Starting at the line with "middle pip: (1132, 822)" and going on through the line with "middle mcp: (1208, 832)", reproduce each line in the records below exactly and nothing more.

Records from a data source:
*****

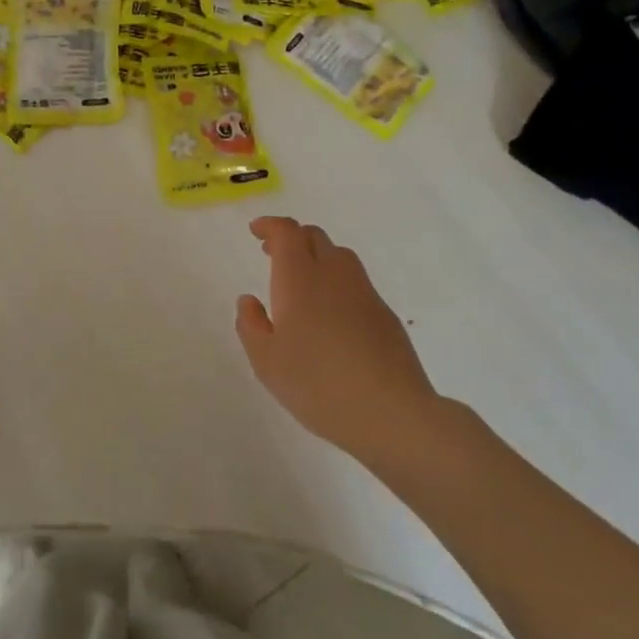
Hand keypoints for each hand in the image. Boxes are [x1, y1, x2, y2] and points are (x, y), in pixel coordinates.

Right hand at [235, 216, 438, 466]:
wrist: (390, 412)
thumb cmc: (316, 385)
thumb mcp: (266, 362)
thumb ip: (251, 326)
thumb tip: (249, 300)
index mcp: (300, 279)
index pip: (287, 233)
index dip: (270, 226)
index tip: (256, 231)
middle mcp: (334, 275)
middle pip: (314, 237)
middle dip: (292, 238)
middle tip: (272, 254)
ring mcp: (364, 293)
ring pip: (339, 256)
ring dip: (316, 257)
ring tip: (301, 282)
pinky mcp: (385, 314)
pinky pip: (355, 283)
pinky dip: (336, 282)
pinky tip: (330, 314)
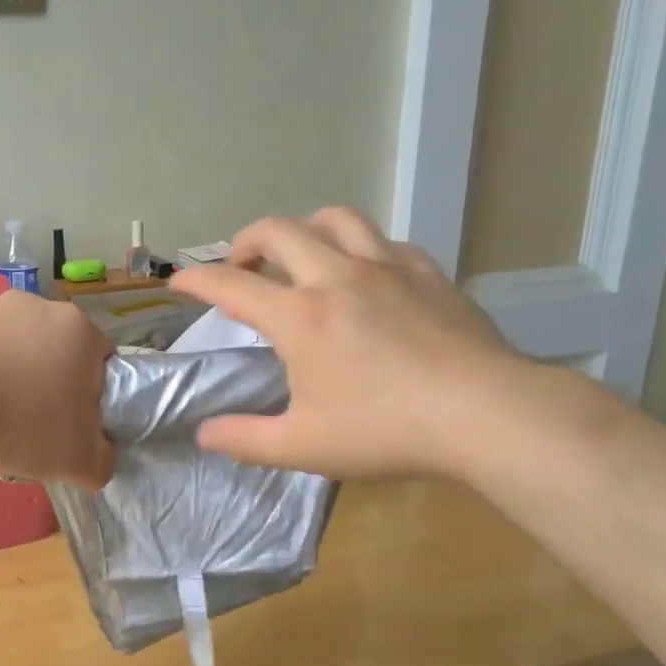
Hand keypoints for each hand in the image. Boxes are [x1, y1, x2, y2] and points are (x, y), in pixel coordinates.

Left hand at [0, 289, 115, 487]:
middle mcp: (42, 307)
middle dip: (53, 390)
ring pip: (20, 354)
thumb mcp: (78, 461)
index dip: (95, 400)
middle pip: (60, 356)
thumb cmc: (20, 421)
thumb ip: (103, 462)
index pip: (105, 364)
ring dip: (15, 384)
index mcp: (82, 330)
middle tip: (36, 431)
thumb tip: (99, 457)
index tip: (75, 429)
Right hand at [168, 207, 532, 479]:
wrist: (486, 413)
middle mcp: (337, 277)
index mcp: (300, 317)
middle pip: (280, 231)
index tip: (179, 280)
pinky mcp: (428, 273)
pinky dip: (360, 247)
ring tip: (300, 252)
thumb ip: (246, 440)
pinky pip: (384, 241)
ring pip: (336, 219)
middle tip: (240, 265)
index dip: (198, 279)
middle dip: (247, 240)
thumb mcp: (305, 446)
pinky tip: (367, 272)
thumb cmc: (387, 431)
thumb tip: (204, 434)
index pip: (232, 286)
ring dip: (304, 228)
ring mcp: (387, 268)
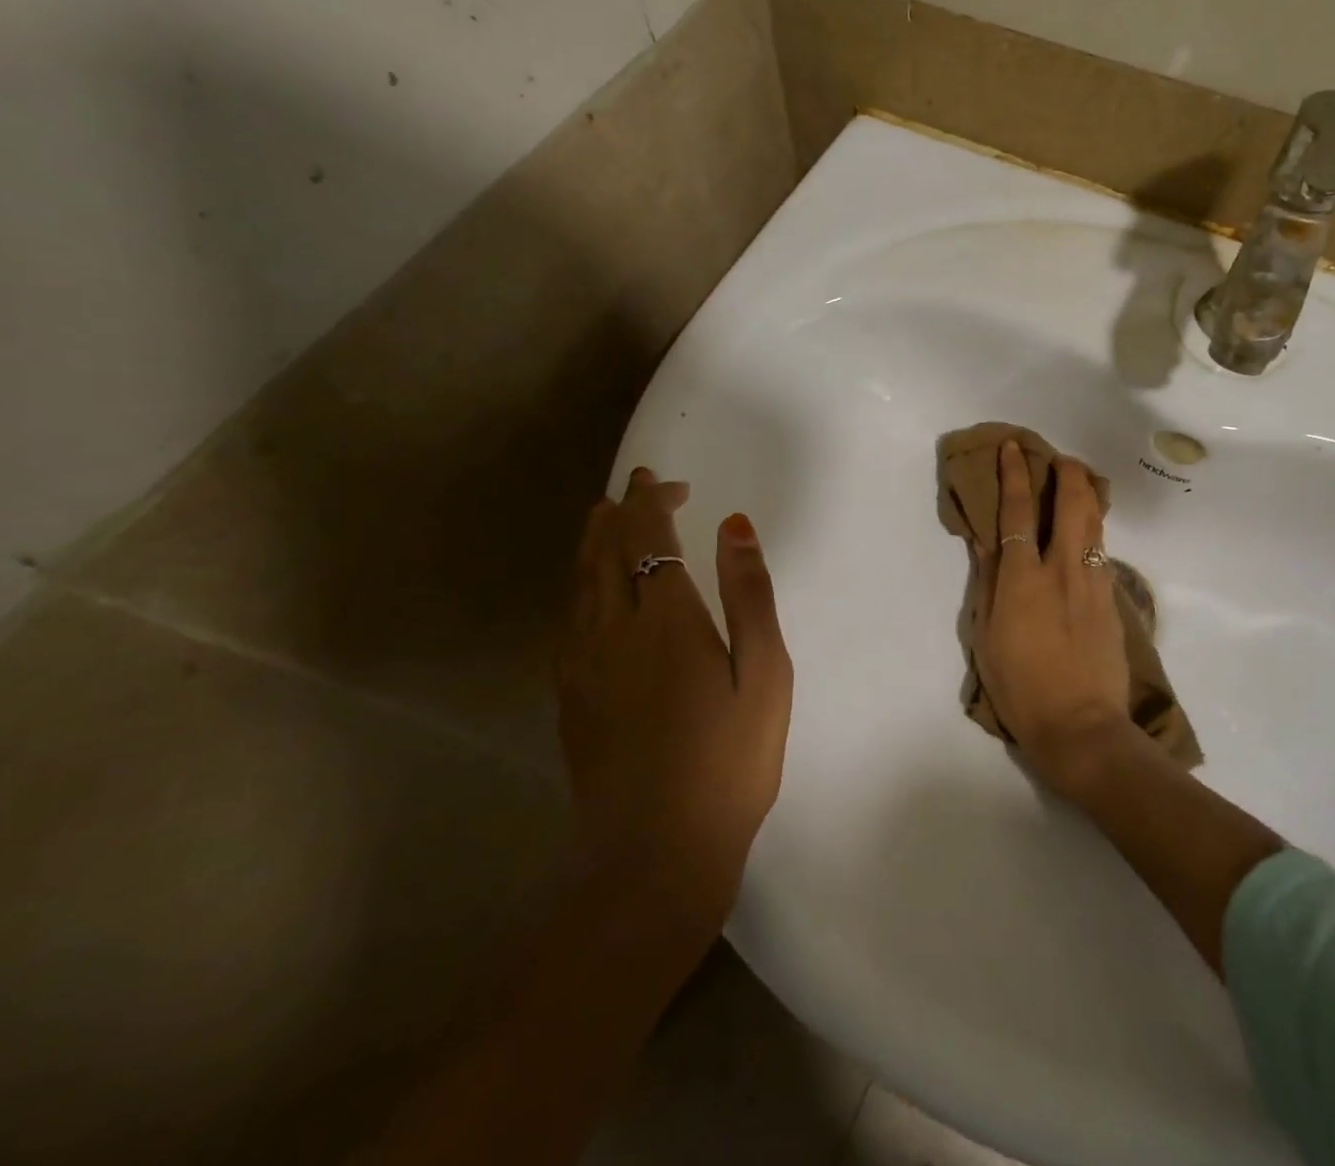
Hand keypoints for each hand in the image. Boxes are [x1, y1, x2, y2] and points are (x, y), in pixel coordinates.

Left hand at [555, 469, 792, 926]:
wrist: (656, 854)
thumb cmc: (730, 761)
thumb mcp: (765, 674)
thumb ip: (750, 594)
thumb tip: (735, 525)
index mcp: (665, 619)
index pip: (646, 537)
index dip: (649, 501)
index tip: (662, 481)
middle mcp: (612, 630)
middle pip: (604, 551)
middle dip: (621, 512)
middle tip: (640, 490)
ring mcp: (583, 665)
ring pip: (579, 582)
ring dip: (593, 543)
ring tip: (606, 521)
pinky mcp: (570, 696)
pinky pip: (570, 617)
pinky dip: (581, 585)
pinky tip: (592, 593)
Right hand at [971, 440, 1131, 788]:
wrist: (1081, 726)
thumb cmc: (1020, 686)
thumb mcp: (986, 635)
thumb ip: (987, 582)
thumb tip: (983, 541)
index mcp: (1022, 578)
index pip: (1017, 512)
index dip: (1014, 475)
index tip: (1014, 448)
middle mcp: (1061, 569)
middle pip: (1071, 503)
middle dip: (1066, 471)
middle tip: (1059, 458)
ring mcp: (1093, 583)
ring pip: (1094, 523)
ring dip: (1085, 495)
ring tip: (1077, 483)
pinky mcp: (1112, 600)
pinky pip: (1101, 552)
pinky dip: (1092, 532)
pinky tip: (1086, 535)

*****

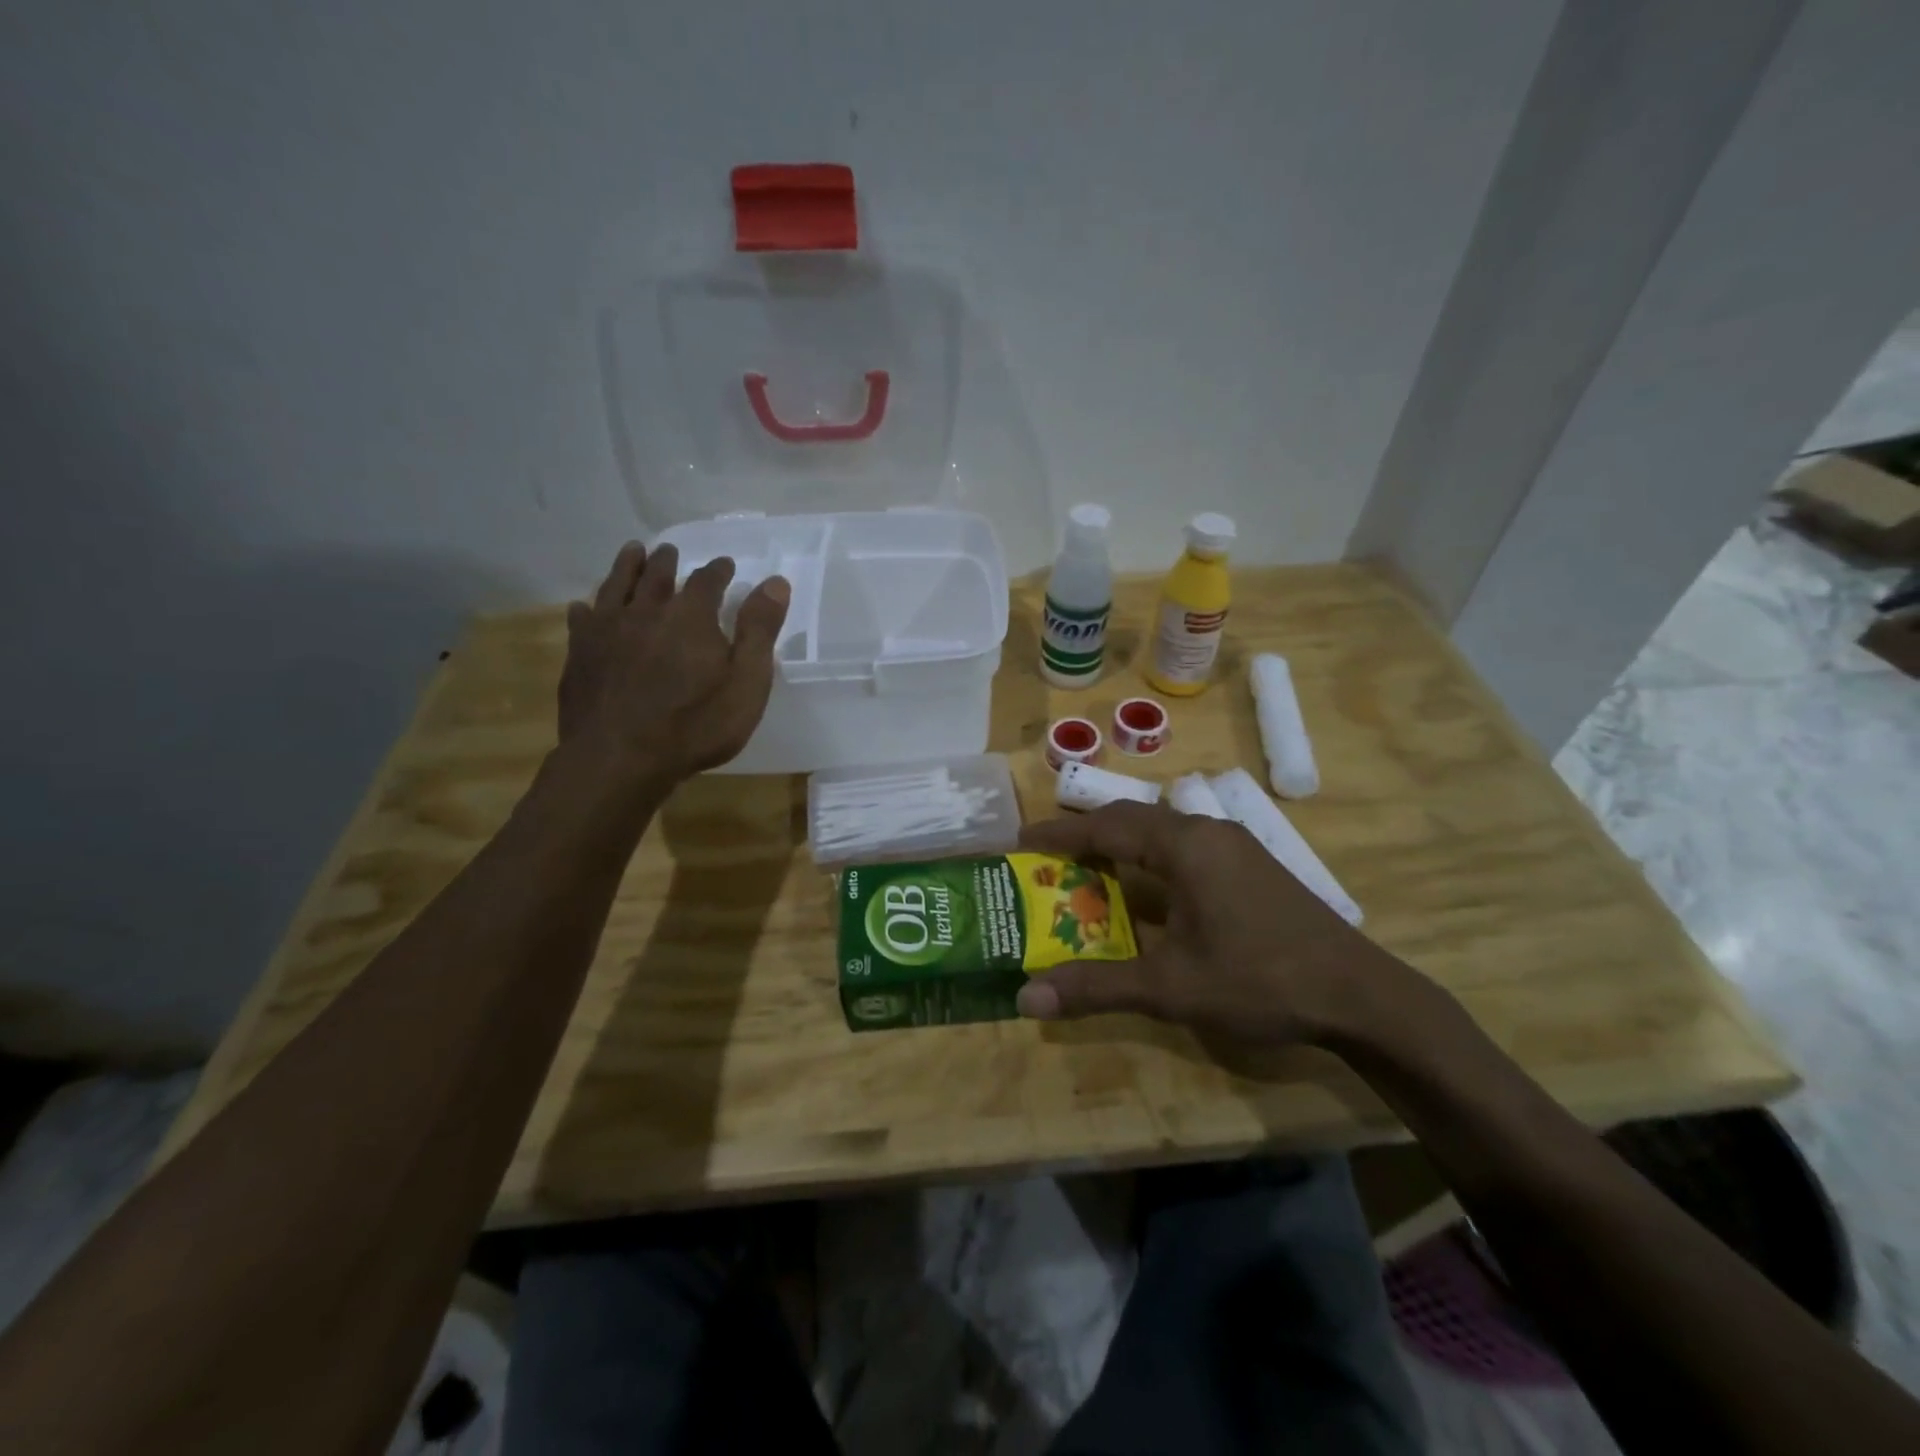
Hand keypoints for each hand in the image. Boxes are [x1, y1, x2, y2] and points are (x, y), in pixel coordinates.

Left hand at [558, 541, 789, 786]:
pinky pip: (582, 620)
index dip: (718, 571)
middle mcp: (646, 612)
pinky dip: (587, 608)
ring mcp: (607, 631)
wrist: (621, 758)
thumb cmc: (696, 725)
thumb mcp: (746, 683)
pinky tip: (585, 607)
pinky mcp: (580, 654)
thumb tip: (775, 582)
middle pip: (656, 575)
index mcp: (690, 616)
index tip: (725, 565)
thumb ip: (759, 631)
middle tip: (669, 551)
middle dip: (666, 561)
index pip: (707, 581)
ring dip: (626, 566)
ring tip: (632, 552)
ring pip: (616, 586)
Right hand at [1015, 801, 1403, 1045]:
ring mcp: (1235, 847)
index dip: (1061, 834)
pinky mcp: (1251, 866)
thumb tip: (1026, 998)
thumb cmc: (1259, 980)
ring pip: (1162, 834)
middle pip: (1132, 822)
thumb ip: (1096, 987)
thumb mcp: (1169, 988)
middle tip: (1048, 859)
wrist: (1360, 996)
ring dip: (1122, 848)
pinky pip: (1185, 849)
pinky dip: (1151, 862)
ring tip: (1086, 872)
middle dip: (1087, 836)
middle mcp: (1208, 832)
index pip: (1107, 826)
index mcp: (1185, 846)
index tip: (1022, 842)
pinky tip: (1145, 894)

*****

EXERCISE ANSWER:
middle pip: (1132, 822)
thumb ip: (1096, 987)
thumb mcp: (1169, 988)
middle tip: (1048, 859)
wrist: (1360, 996)
ring dip: (1122, 848)
pinky pip: (1185, 849)
pinky dip: (1151, 862)
ring tip: (1086, 872)
middle dip: (1087, 836)
middle mcp: (1208, 832)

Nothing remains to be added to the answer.